→ Directions:
Every line holding the string "them" should be copied from the listing.
====== Working data ======
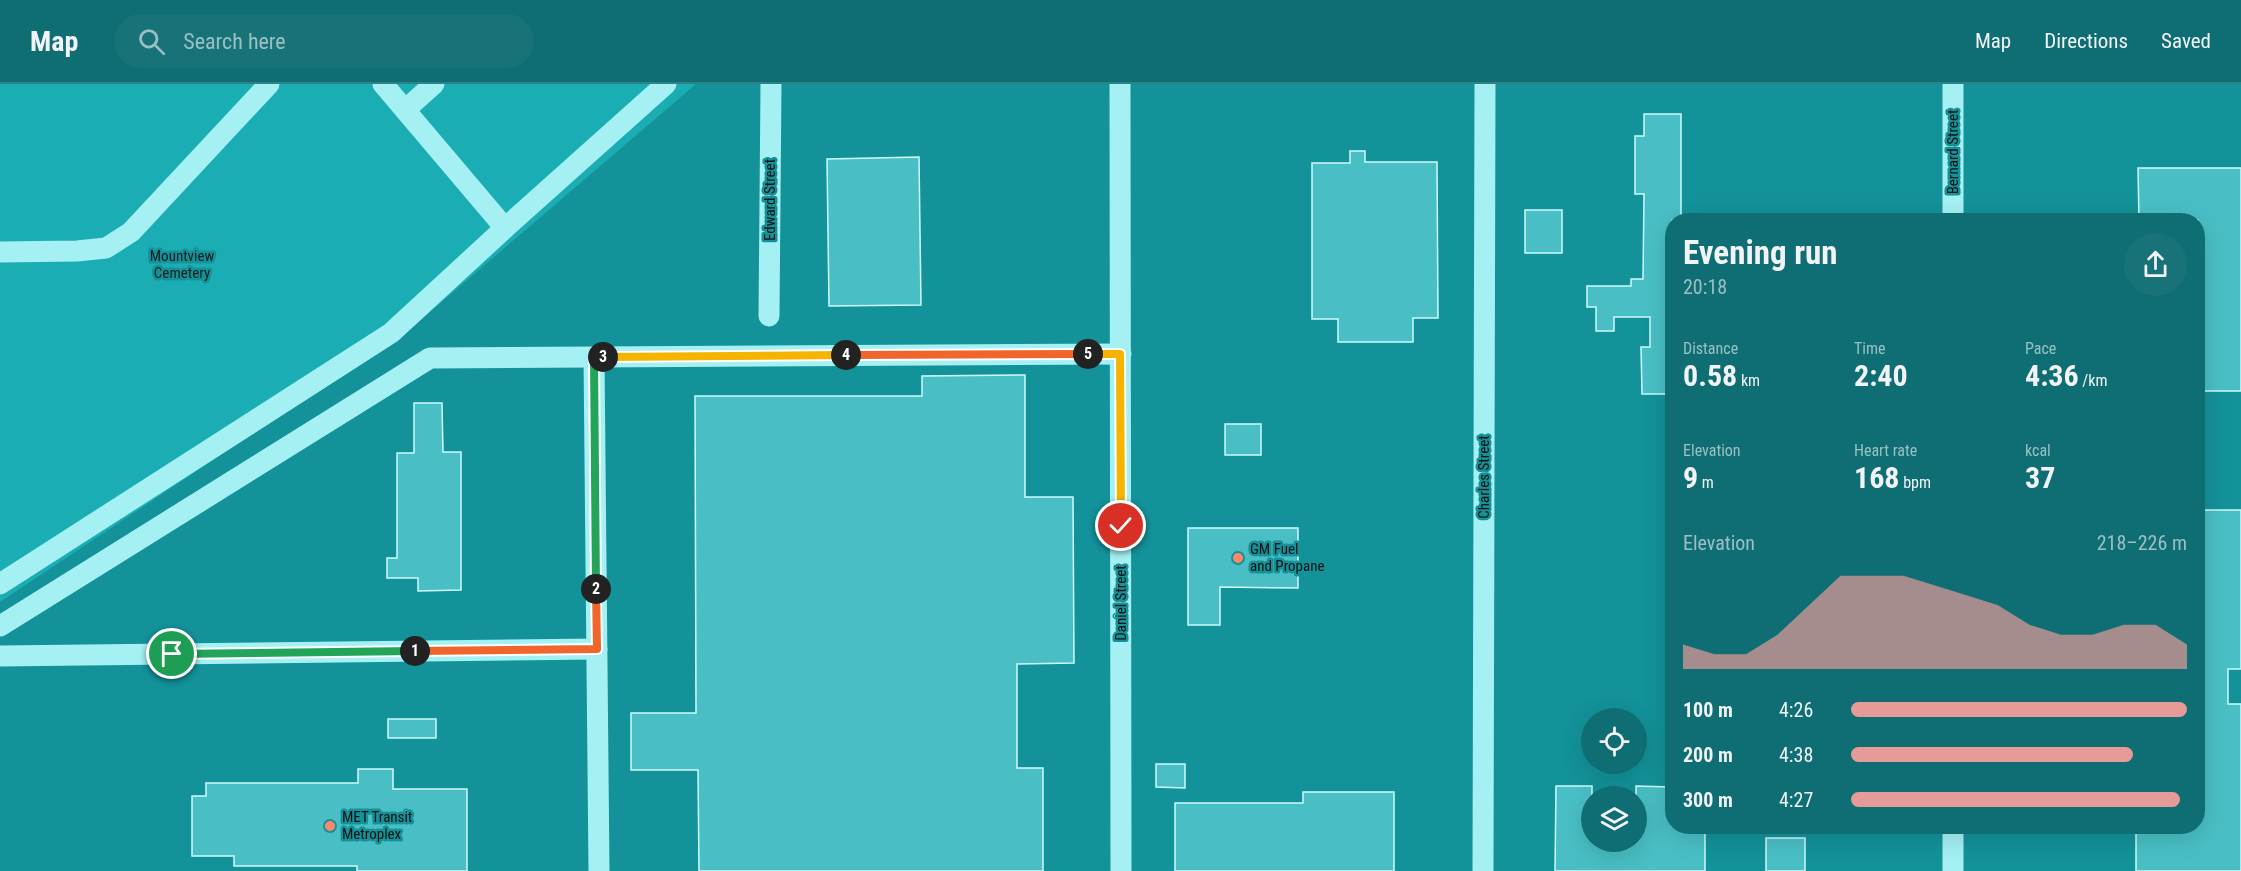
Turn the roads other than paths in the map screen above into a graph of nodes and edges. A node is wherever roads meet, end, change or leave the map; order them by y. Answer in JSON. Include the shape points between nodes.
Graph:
======
====== Working data ======
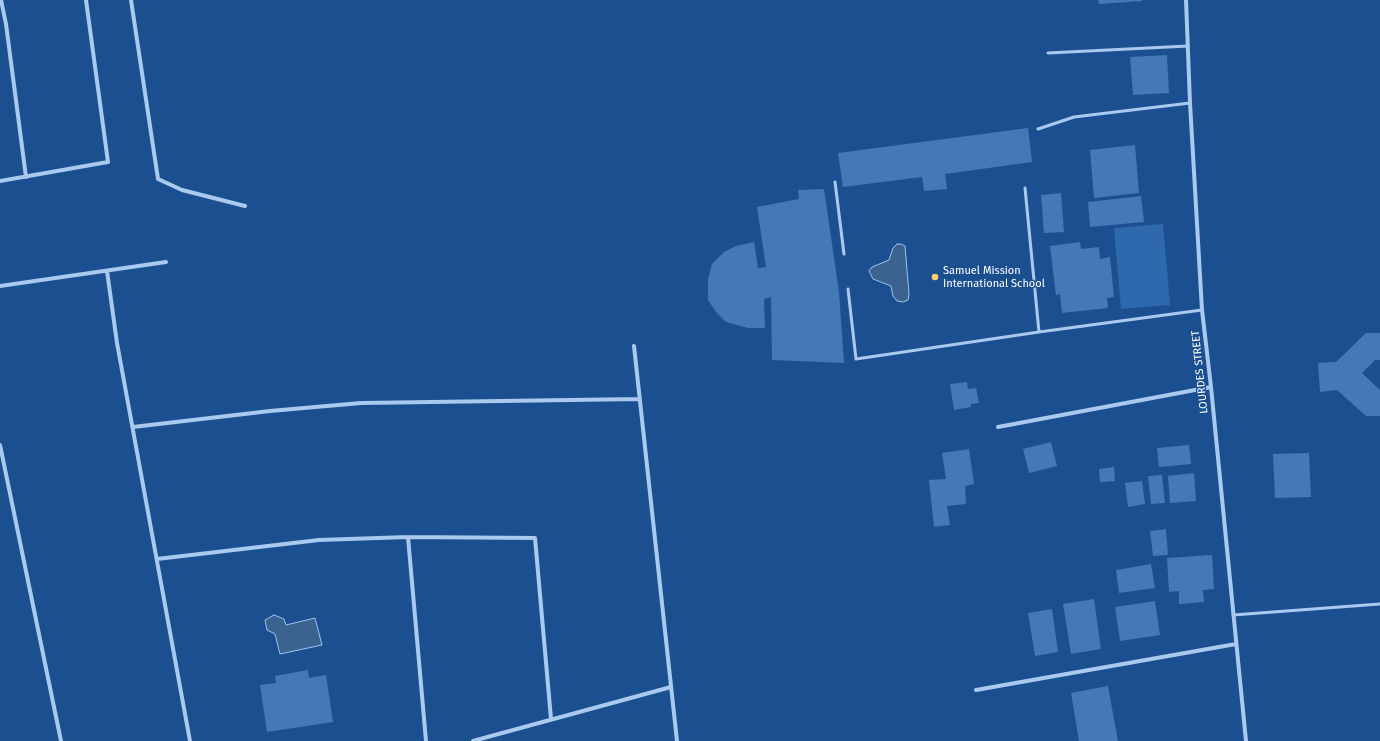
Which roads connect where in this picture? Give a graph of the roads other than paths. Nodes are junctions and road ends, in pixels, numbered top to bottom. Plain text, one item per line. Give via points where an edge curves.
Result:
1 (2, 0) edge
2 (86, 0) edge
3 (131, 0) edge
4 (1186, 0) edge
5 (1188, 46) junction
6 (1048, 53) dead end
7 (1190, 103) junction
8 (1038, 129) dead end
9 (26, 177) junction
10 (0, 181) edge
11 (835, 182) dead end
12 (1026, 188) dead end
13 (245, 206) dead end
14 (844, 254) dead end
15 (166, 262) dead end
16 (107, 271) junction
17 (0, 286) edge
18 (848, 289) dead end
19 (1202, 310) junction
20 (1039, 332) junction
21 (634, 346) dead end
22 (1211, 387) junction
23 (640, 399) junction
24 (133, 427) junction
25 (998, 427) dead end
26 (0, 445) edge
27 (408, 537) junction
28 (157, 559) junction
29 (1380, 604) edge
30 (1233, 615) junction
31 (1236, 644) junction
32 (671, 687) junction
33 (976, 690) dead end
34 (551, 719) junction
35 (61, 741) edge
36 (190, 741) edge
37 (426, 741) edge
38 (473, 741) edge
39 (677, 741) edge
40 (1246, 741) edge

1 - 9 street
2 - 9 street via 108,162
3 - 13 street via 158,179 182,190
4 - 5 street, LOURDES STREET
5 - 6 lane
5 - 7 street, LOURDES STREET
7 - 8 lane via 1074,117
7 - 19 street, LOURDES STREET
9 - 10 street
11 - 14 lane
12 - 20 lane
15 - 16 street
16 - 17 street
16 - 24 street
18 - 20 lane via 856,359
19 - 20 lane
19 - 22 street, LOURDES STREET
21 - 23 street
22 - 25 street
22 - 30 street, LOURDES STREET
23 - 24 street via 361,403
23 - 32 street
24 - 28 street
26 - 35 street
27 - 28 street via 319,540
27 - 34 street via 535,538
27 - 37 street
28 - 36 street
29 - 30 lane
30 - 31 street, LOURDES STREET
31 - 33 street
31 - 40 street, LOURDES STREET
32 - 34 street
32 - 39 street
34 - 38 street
======
====== Working data ======
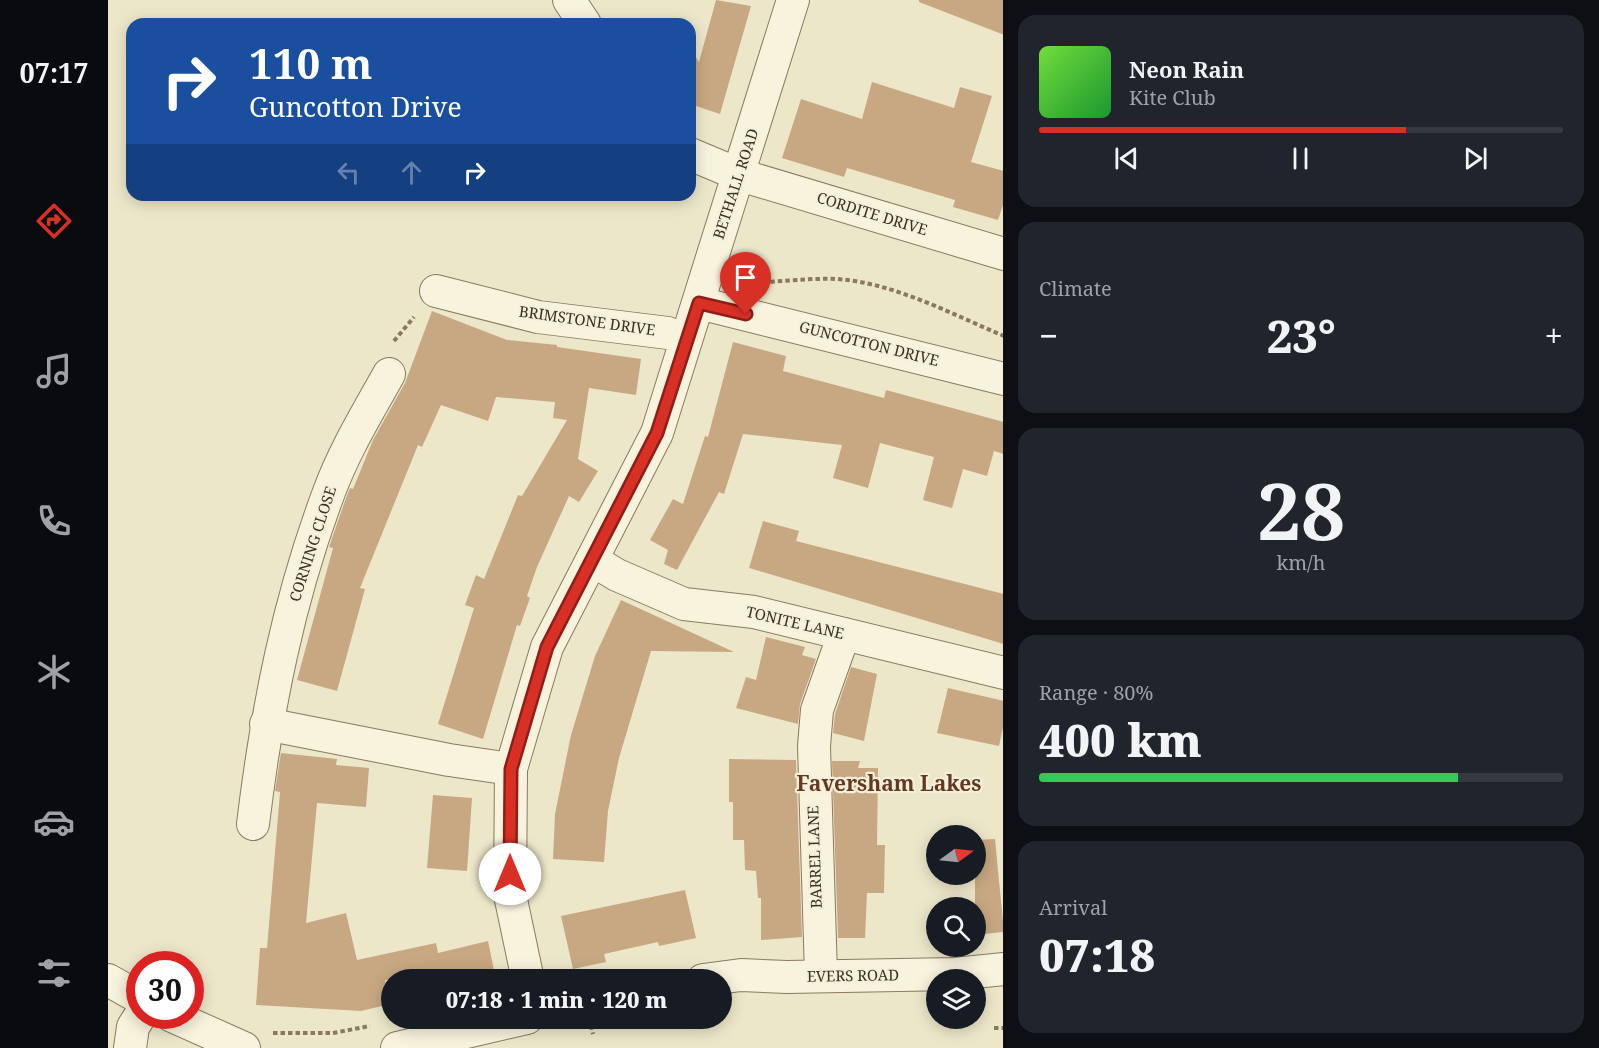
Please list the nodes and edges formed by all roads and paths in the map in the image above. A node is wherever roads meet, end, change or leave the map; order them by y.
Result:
======
→ Response to the task:
Turn the roads other than paths in the map screen above into a graph of nodes and edges. A node is wherever roads meet, end, change or leave the map; order them by y. Answer in JSON. Include the shape points between nodes.
Please list the nodes and edges formed by all roads and paths in the map in the image above. A node is wherever roads meet, end, change or leave the map; order them by y.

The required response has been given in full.